The Puerto Rican rapper Daddy Yankee has released eight studio albums, two live albums, 113 singles, and one soundtrack. He made his debut on DJ Playero's Playero 34 mixtape, released in 1991. He was later featured on Playero's 37 and 38 albums, before releasing his first solo record in 1995, titled No Mercy. During the rest of the 1990s, he continued working on underground reggaeton records and released his first album as producer El Cartel de Yankee in 1997. After the release of his 2001 independent album El Cartel II: Los Cangris, he released his second studio album, El Cangri.com, in June 2002. It is cited as the record that made him notorious outside his natal Puerto Rico, being his music introduced in New York City and Miami. Without any major label backing him, El Cangri.com managed to peak at number 43 on the US Top Latin Albums chart. A track from the album, "Brugal Mix", became his first Billboard chart entry by peaking at number 40 on the US Tropical Songs chart in November 2002.
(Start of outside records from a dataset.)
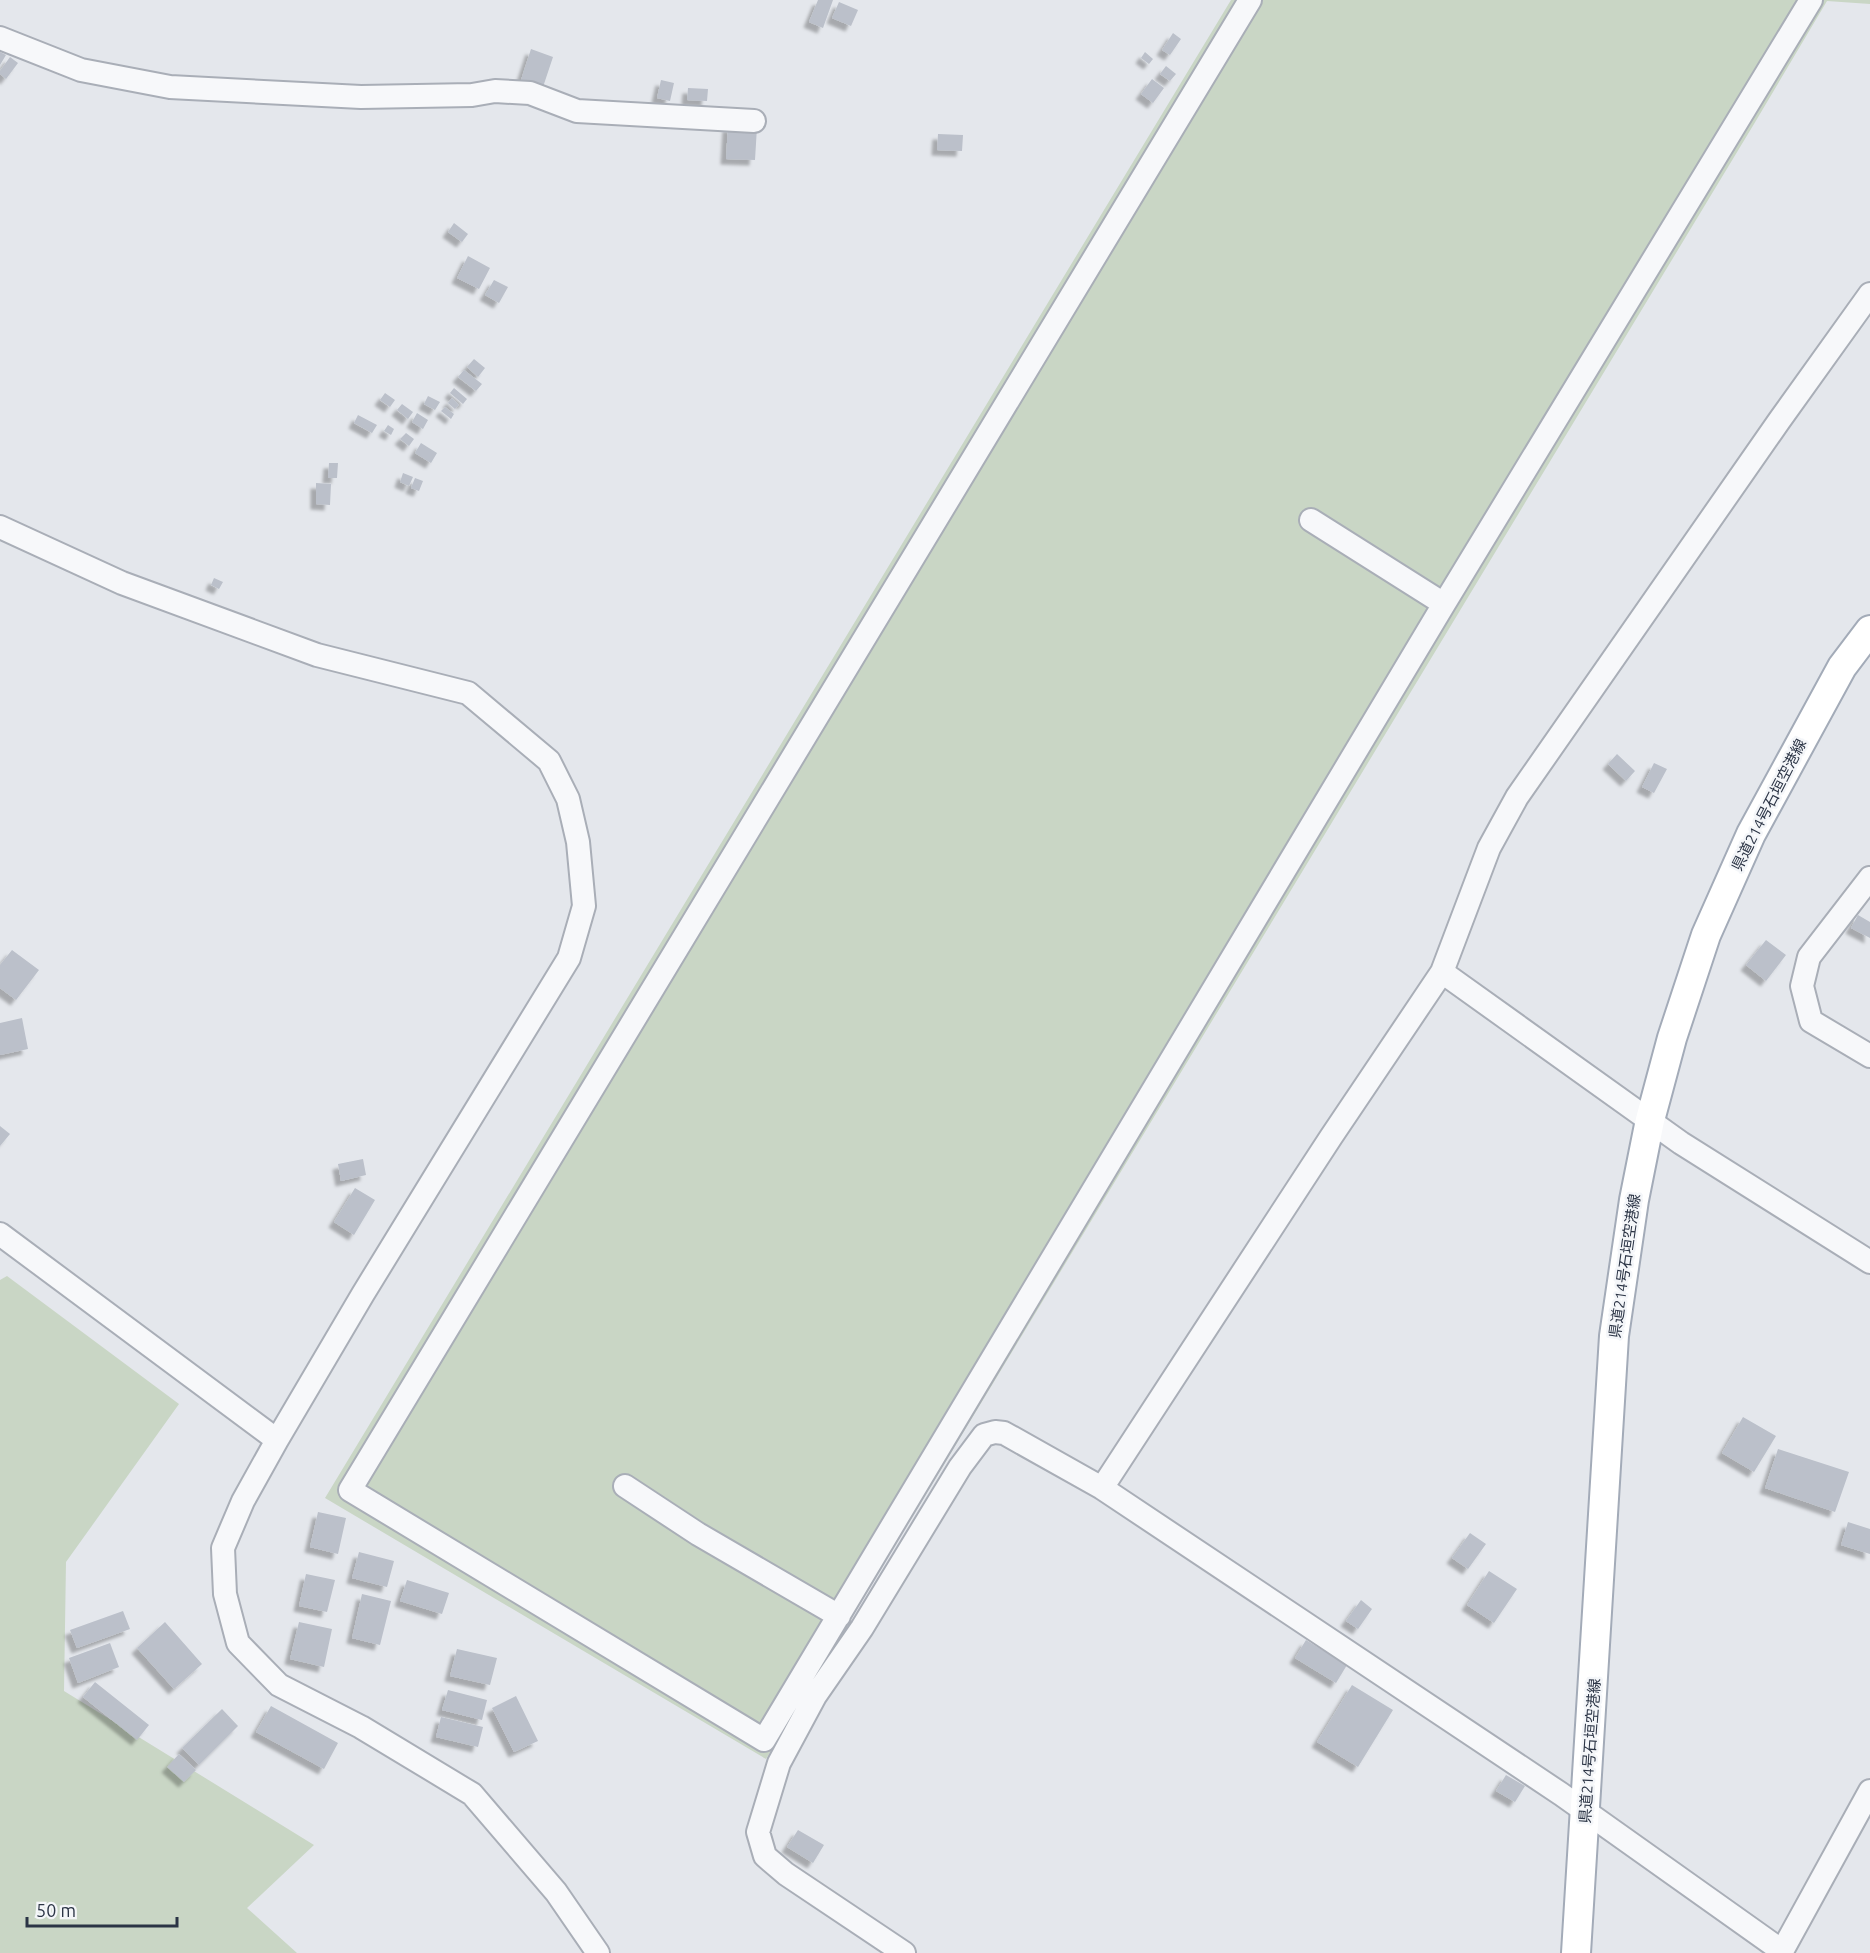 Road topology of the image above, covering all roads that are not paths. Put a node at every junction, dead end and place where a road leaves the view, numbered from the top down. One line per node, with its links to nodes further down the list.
1 (1250, 0): 19 (street)
2 (1811, 0): 8 (street)
3 (0, 38): 4 (street)
4 (754, 121)
5 (1870, 294): 11 (street)
6 (1311, 520): 8 (street)
7 (0, 527): 16 (street)
8 (1444, 604): 19 (street)
9 (1870, 630): 13 (main road, 県道214号石垣空港線)
10 (1870, 878): 12 (street)
11 (1442, 972): 13 (street); 18 (street)
12 (1870, 1056)
13 (1650, 1120): 15 (street); 21 (main road, 県道214号石垣空港線)
14 (0, 1234): 16 (street)
15 (1870, 1262)
16 (277, 1440): 23 (street)
17 (625, 1486): 19 (street)
18 (1102, 1488): 21 (street); 24 (street)
19 (839, 1616)
20 (1868, 1795): 22 (street)
21 (1586, 1813): 22 (street); 25 (main road, 県道214号石垣空港線)
22 (1782, 1952)
23 (598, 1953)
24 (904, 1953)
25 (1576, 1953)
He later released Los Homerun-es in 2003, a compilation album that features re-recorded Playero mixtape tracks, which peaked at number 158 in the United States and at number seven on the US Top Latin Albums chart. Barrio Fino, his third studio album, was released in July 2004 and became the first reggaeton record to debut and peak at number one on the US Top Latin Albums chart. It was later certified platinum by the Recording Industry Association of America. Barrio Fino is cited as the album that introduced reggaeton into the mainstream market and became the best selling Latin album of the 2000s decade in the United States. The success of its lead single "Gasolina" led to the creation of a new radio format in the United States named Latin Rhythm Airplay. A follow-up live album, titled Barrio Fino en Directo, was released in December 2005 and spent fourteen weeks at the top of the US Top Latin Albums, subsequently receiving a gold certification.
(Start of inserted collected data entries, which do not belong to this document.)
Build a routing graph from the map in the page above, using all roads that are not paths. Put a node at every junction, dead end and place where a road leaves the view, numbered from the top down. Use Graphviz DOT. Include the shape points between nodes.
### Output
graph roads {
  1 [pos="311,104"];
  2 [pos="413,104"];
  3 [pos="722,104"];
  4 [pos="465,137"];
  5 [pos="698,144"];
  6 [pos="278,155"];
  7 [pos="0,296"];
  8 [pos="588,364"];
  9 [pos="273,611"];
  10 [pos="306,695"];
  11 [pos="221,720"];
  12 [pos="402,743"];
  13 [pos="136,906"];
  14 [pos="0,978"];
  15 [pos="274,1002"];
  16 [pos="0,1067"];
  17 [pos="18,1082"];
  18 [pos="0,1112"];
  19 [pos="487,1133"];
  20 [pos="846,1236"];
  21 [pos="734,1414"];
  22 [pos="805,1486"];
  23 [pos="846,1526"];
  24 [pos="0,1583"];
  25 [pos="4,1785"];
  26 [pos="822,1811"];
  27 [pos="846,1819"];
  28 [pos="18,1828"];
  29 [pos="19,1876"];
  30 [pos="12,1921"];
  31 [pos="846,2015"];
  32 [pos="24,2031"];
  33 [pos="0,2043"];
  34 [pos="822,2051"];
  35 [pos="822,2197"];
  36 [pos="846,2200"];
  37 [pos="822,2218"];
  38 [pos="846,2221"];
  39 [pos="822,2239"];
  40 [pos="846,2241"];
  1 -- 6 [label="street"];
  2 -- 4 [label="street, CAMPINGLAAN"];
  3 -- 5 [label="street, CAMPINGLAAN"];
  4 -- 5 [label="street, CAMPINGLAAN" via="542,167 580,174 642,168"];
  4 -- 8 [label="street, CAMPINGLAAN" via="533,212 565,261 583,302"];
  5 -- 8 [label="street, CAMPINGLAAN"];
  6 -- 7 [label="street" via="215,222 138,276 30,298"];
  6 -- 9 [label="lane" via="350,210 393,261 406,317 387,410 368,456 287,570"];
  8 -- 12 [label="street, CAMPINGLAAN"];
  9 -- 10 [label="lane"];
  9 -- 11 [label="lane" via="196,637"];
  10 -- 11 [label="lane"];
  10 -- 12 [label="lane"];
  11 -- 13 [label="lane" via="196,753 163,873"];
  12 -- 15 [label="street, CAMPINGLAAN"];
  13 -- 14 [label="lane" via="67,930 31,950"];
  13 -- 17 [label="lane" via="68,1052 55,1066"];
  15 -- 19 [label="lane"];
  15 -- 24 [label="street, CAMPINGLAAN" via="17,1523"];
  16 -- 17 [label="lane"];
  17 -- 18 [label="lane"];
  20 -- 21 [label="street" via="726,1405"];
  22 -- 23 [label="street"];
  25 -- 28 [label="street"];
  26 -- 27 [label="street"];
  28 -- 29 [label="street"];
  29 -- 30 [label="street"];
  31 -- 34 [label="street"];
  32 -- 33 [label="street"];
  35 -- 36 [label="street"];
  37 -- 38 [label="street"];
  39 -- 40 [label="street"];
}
His fourth studio album El Cartel: The Big Boss (2007) became his first top ten entry in the United States by peaking at number nine and earned a triple platinum (Latin) certification by the RIAA. Its singles "Impacto" and "Ella Me Levantó" both peaked at number two on the US Hot Latin Songs chart. Talento de Barrio, a soundtrack for the namesake film, was released in August 2008. Mundial, his fifth studio album, was released in April 2010. His sixth studio album Prestige was released in September 2012 and includes the US Latin number one singles "Lovumba" and "Limbo". A mixtape titled King Daddy was released in October 2013 and became the first digital-only album to rank within the top ten on the US Top Latin Albums chart.

In 2017, Daddy Yankee was featured on Luis Fonsi's single "Despacito", which topped the charts in 47 countries, including the United States, the United Kingdom, and Canada, aided by a remix version featuring Justin Bieber. It became the first primarily Spanish-language song to peak at number one on the Billboard Hot 100 since 1996 and topped the chart for 16 weeks, tying with "One Sweet Day" by Mariah Carey and Boyz II Men as the longest-reigning number-one single in the chart's history. The song also became the longest-reigning number one on the Billboard Hot Latin Songs chart with 52 weeks and the longest-reigning foreign language number one in the United Kingdom with 11 weeks. Its success led Daddy Yankee to become the most listened artist worldwide on the streaming service Spotify in June 2017, being the first Latin artist to do so.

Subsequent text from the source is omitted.